Look through the data that follows and say how many of its lines contain "main", giving the number only.
--- Record set Enclosed Below ---
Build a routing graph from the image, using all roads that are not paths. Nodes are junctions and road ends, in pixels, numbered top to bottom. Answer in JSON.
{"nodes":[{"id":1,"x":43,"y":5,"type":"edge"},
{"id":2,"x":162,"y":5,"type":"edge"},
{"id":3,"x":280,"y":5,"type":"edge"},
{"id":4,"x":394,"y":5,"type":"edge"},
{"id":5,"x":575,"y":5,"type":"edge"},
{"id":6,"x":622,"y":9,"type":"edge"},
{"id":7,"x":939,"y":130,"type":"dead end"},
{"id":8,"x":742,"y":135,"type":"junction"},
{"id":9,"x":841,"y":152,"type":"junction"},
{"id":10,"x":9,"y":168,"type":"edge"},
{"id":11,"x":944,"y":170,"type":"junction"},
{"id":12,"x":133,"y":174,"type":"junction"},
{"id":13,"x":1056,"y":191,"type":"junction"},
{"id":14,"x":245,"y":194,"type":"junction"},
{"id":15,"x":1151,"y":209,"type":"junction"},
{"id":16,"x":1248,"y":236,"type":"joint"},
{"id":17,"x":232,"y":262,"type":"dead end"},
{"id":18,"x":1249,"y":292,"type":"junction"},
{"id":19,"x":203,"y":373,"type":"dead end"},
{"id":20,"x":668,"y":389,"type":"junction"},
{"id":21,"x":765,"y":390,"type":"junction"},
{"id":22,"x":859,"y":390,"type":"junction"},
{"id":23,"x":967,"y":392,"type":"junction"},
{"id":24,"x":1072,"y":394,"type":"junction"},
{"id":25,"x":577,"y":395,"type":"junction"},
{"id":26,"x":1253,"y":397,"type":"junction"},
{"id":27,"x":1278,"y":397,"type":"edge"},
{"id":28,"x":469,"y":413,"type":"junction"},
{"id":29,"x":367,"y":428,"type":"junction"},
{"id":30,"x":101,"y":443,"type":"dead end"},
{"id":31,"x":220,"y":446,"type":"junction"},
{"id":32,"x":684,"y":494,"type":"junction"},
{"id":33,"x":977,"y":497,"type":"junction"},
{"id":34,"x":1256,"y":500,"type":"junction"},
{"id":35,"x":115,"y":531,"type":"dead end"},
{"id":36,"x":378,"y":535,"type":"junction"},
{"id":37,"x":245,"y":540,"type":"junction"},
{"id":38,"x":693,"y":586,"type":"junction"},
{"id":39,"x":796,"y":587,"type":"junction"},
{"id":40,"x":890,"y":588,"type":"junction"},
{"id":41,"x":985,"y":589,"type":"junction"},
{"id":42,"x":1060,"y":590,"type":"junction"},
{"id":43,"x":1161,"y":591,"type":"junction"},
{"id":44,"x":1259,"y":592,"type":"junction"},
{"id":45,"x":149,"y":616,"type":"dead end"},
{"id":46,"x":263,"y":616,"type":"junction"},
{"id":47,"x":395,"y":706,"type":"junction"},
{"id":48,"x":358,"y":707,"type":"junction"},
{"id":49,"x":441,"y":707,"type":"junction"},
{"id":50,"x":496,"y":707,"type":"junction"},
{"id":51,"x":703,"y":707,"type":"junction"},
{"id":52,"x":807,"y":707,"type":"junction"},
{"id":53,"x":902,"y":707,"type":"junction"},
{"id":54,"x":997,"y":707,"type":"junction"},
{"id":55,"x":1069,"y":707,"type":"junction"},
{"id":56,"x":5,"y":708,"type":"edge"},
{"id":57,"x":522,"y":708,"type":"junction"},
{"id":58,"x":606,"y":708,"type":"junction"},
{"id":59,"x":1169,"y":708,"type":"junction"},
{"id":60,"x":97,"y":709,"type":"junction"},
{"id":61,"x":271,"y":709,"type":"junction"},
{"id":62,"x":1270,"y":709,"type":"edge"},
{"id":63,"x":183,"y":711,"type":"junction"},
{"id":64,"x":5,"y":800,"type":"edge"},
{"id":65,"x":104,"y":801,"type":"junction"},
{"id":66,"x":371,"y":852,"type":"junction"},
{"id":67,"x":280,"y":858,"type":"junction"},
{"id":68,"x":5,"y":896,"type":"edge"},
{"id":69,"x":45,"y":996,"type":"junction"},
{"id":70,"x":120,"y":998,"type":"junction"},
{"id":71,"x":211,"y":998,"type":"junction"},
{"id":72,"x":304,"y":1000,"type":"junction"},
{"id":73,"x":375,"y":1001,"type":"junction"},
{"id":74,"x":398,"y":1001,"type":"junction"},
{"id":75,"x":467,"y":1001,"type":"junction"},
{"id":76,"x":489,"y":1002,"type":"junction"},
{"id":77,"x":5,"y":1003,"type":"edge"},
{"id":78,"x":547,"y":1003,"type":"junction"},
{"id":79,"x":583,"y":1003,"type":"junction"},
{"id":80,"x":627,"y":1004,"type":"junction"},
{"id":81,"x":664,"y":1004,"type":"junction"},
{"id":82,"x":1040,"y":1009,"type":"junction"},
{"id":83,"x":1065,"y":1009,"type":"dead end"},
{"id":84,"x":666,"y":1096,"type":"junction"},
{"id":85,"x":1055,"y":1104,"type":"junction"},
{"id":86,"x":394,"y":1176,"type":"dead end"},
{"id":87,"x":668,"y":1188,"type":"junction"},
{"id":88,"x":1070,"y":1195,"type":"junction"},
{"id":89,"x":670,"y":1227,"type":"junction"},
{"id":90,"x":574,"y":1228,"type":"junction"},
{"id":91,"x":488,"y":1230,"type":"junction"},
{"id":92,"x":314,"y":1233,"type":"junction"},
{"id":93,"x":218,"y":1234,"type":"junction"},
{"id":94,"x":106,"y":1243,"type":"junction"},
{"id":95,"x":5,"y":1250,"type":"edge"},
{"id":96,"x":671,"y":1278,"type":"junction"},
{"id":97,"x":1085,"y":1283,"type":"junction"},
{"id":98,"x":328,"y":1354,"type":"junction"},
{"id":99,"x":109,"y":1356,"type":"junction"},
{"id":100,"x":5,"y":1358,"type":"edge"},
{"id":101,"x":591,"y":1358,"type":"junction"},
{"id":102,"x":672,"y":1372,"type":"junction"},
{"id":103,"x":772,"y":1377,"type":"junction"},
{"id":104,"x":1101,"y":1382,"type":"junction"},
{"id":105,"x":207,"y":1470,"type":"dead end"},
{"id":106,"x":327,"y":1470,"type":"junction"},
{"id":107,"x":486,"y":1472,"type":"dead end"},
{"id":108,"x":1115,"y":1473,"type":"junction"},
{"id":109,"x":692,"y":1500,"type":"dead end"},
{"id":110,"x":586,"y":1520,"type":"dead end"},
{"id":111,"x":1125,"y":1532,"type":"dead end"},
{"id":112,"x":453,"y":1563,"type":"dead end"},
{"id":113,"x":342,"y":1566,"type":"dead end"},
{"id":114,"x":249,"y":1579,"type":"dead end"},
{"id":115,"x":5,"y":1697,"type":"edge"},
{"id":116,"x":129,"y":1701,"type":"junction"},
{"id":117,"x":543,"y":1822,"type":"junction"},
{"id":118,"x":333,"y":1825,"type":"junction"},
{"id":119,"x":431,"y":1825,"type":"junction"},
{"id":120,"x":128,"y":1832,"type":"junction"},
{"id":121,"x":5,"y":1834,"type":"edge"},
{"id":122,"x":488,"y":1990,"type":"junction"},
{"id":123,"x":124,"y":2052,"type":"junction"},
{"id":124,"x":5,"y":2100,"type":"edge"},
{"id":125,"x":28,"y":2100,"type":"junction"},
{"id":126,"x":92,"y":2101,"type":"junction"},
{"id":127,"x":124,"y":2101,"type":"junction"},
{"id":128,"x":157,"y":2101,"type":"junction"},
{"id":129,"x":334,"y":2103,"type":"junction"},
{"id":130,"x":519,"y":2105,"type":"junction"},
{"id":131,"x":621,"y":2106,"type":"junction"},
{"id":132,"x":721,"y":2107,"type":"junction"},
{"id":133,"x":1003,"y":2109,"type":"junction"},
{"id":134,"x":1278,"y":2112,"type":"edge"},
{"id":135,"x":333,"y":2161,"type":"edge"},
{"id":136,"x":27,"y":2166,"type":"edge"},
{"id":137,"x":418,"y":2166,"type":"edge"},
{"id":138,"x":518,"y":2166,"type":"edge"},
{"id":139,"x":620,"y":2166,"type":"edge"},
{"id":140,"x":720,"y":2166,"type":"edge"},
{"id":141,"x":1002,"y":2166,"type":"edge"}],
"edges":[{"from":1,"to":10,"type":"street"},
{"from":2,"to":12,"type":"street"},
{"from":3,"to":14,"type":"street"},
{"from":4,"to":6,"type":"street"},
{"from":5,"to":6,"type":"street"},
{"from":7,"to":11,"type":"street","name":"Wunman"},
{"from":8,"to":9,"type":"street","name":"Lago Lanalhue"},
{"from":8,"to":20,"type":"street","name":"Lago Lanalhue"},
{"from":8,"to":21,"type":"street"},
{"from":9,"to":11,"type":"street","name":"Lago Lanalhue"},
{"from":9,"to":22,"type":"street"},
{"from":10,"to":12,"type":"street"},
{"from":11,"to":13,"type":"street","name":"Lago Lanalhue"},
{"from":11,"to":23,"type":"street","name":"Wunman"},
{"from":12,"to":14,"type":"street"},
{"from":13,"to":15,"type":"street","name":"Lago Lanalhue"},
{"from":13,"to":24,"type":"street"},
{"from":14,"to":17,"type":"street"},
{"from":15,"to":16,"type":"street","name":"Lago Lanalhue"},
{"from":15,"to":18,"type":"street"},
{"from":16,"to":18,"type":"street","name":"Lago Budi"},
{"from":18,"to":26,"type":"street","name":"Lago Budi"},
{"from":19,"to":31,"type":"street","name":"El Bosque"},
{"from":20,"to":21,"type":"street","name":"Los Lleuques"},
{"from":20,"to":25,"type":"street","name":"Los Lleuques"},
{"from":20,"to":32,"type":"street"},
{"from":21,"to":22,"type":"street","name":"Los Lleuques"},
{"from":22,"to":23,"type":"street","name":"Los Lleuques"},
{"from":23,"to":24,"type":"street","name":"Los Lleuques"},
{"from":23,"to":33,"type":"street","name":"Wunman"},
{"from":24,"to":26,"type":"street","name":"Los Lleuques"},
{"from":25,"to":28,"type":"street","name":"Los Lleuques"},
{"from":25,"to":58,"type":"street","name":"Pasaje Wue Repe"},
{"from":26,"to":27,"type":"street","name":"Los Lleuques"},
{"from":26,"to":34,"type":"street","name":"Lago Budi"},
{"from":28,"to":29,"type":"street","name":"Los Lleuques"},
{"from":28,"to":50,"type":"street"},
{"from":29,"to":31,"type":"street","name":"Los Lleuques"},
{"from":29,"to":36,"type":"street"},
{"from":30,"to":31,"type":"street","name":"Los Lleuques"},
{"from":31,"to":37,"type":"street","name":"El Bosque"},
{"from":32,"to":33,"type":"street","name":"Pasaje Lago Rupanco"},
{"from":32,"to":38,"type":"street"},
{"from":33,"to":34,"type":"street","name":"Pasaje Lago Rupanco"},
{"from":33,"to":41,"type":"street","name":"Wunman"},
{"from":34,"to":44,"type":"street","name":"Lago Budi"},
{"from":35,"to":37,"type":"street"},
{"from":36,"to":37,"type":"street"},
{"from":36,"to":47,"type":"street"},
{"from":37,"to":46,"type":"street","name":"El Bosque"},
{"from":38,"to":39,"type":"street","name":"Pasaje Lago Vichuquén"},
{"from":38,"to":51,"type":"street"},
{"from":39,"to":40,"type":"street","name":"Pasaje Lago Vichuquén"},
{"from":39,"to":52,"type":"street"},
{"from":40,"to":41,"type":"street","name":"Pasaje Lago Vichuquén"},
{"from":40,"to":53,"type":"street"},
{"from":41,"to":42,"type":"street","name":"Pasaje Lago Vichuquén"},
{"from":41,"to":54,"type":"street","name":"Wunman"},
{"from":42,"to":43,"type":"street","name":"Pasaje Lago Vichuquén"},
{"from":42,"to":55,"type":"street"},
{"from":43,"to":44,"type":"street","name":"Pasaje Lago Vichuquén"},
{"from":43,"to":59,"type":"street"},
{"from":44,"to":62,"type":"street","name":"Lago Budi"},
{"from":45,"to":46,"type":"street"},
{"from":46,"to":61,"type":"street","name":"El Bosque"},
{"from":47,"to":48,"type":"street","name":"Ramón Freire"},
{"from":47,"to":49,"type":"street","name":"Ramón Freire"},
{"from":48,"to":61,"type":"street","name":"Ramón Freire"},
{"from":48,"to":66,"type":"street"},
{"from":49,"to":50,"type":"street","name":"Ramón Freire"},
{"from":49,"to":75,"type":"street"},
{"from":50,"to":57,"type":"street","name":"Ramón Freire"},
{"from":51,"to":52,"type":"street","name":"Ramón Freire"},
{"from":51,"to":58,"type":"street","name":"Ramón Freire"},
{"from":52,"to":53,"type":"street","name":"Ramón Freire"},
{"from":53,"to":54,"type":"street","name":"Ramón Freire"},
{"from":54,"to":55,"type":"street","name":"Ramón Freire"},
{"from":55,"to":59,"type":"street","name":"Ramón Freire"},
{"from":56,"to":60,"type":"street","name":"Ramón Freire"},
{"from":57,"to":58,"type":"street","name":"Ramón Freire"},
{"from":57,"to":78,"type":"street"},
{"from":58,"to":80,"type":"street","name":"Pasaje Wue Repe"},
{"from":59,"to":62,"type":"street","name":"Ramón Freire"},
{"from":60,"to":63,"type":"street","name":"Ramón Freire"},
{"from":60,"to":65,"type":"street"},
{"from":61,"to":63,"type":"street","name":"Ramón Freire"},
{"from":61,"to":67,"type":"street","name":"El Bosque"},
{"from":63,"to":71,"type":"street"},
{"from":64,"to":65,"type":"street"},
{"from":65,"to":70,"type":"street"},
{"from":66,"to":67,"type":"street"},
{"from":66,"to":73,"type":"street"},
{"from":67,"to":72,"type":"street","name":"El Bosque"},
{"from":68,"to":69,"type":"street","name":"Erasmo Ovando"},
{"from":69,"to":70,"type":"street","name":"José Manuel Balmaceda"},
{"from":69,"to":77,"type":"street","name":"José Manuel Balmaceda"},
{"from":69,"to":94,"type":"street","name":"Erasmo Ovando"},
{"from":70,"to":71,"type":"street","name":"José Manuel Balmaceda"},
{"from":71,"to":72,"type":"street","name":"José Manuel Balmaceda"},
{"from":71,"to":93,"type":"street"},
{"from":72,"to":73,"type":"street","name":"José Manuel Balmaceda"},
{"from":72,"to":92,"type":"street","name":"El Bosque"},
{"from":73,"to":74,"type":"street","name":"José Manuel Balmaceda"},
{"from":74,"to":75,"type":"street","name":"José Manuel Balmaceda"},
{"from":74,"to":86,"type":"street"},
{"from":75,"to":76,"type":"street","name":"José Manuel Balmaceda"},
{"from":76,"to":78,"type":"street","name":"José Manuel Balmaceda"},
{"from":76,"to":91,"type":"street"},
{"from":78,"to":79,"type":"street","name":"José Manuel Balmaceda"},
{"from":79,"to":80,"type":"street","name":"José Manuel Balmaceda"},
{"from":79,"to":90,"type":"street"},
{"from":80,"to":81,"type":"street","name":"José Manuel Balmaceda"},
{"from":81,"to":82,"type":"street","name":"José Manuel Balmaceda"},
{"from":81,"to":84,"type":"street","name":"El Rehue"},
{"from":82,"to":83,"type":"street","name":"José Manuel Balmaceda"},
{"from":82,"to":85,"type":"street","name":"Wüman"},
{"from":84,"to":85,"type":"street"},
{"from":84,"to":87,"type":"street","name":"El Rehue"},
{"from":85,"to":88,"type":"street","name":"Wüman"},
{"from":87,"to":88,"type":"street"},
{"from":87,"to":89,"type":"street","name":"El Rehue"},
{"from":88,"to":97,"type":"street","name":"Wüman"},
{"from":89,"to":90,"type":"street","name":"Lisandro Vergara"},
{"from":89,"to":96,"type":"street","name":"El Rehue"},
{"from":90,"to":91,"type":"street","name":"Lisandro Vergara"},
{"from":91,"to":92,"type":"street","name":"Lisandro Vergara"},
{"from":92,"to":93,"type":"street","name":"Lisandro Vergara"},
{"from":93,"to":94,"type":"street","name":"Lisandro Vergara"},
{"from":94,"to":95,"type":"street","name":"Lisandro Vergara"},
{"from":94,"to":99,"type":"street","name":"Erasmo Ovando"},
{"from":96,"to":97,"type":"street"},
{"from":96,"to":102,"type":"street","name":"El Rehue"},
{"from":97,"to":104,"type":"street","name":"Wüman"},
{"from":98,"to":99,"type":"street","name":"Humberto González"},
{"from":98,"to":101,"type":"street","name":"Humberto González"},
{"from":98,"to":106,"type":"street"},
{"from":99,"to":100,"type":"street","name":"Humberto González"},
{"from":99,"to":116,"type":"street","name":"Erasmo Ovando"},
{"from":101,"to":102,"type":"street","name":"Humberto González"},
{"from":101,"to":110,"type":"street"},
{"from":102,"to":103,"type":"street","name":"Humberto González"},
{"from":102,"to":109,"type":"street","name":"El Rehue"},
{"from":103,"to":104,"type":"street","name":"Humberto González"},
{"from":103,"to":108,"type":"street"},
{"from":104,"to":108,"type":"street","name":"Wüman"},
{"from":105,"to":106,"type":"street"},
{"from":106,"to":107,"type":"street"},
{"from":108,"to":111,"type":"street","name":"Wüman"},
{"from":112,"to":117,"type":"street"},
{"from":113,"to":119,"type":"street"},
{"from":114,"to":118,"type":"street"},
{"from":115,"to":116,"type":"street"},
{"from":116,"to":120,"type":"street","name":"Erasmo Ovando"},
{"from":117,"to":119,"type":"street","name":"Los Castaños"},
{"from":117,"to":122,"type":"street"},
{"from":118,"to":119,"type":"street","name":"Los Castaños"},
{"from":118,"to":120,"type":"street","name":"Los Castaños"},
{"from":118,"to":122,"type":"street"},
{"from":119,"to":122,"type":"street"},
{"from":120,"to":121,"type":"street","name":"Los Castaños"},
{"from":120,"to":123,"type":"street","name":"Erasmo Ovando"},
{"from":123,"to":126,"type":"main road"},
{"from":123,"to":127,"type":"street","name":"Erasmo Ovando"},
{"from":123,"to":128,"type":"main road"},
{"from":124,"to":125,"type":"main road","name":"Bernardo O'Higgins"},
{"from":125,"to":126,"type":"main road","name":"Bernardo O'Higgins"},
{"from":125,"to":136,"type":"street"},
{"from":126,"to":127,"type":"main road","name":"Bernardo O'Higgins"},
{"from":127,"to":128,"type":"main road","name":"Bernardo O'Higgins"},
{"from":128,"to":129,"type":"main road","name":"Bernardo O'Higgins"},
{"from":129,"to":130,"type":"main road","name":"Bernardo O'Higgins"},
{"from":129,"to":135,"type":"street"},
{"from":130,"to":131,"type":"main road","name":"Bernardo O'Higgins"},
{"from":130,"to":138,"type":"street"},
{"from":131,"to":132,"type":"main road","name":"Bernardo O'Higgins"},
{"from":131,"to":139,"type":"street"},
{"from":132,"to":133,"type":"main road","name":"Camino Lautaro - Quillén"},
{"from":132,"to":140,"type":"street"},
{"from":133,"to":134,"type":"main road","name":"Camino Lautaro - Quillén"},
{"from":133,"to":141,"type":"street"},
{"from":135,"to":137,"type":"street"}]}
--- End of Enclosed Record set ---
= Expected output =
12